Collected data:
<<<<

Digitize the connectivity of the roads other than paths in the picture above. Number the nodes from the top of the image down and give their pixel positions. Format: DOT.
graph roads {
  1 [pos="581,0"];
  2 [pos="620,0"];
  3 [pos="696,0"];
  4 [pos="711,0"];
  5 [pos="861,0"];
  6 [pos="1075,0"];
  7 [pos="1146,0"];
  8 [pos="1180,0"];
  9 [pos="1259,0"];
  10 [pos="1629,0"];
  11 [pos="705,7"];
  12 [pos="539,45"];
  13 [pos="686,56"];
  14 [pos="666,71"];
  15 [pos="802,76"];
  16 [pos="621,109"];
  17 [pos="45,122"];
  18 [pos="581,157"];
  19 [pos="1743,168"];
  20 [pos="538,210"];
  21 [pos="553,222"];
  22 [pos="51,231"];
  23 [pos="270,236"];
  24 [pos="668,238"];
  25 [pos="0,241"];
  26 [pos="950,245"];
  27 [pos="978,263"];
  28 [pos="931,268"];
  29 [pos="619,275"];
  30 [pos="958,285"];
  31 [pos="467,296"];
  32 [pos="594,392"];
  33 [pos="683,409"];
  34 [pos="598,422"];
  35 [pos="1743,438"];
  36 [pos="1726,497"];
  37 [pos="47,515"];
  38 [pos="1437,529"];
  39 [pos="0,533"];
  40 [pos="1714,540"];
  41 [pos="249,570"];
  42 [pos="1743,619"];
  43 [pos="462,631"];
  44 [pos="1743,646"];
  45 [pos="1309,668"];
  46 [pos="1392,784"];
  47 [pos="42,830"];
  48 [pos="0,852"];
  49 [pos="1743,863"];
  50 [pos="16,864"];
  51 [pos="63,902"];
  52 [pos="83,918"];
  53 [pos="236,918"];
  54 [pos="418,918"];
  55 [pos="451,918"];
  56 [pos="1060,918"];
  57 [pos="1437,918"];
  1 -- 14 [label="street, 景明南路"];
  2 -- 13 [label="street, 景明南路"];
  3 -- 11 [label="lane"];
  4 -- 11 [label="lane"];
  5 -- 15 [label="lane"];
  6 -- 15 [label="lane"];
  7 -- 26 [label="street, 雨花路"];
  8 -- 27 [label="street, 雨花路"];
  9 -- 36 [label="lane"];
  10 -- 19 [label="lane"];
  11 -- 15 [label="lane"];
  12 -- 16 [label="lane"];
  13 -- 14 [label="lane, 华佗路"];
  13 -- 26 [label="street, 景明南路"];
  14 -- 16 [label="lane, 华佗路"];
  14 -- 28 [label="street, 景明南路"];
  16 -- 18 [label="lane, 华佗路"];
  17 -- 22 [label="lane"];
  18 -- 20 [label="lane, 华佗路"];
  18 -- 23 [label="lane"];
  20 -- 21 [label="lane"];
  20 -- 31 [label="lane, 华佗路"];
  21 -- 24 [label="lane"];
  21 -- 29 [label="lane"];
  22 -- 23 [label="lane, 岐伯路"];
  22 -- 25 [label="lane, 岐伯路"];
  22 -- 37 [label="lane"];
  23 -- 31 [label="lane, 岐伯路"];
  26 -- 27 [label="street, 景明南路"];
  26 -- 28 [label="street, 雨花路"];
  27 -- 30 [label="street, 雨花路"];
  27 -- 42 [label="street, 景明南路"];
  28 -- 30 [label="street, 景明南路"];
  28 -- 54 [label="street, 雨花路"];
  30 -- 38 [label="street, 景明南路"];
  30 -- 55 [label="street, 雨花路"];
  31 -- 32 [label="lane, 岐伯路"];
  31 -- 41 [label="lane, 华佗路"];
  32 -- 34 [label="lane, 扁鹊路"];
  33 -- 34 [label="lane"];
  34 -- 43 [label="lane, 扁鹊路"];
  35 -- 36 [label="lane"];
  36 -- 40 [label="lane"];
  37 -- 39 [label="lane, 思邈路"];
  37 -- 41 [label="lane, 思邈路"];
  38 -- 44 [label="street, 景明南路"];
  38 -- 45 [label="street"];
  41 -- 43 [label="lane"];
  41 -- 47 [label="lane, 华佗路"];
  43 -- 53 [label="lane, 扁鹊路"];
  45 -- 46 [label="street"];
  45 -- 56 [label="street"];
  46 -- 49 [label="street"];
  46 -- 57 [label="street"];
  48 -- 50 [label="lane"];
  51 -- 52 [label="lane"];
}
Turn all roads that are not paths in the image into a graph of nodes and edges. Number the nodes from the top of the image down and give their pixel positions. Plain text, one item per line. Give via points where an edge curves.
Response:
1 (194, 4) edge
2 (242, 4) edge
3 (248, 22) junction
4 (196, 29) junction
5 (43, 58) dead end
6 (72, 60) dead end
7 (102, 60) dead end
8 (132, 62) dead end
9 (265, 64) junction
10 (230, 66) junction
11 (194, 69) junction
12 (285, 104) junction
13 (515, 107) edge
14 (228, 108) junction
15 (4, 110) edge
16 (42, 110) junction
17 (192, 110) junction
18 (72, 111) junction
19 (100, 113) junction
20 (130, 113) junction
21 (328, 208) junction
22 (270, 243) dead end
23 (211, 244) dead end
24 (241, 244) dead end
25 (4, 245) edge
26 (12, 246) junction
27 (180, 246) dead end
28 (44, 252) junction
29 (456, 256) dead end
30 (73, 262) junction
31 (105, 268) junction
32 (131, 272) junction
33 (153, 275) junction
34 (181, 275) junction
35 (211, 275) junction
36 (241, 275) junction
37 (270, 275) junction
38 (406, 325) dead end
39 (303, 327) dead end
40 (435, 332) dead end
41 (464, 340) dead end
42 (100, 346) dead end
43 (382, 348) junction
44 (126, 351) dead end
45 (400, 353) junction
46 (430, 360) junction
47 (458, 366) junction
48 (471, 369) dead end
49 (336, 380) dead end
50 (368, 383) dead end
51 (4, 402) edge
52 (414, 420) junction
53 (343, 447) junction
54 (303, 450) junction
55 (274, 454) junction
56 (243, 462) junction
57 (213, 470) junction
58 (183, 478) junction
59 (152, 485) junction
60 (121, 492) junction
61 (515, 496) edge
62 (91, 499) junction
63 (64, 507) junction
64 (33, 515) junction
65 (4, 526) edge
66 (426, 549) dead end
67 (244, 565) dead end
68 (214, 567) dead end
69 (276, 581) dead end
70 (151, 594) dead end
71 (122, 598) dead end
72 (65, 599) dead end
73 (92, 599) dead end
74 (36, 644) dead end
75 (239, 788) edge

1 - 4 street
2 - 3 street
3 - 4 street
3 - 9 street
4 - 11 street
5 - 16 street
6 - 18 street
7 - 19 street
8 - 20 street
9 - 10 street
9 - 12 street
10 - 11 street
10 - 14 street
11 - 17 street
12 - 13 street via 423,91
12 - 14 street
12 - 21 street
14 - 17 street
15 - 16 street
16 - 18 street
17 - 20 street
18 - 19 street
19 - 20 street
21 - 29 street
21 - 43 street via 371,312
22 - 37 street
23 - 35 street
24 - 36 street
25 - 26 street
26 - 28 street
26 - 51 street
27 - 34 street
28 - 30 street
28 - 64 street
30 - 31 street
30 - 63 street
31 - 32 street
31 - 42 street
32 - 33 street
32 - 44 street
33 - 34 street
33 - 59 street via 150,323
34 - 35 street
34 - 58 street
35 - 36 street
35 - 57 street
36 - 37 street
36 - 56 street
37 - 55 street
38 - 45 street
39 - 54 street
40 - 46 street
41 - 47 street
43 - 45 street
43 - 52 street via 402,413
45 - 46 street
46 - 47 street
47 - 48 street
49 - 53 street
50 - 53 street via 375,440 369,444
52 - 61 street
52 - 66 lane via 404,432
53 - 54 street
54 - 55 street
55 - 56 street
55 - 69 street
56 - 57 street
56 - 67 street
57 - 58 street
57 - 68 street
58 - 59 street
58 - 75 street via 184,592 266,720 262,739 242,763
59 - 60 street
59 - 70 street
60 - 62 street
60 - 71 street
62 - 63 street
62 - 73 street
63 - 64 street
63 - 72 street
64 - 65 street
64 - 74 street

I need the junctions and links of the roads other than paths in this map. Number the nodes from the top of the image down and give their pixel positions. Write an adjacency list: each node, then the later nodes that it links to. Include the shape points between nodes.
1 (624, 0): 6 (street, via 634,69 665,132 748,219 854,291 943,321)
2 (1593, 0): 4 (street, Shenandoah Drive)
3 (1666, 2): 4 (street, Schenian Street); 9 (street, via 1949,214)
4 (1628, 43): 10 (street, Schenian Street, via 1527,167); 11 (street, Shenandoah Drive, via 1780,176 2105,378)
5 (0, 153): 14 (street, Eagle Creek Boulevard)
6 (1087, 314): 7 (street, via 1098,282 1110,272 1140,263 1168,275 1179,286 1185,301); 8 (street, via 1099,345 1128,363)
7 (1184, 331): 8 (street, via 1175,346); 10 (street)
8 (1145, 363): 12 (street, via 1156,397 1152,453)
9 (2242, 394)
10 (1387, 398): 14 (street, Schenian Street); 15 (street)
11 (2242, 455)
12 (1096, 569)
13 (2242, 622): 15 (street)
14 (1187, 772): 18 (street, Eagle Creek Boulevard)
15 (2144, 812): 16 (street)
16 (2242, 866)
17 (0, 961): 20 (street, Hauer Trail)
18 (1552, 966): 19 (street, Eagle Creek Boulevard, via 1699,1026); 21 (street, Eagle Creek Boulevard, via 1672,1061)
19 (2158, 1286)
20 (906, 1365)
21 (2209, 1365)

>>>>

Your answer should be one number: the count of lines in the data above that include the word "Eagle".

3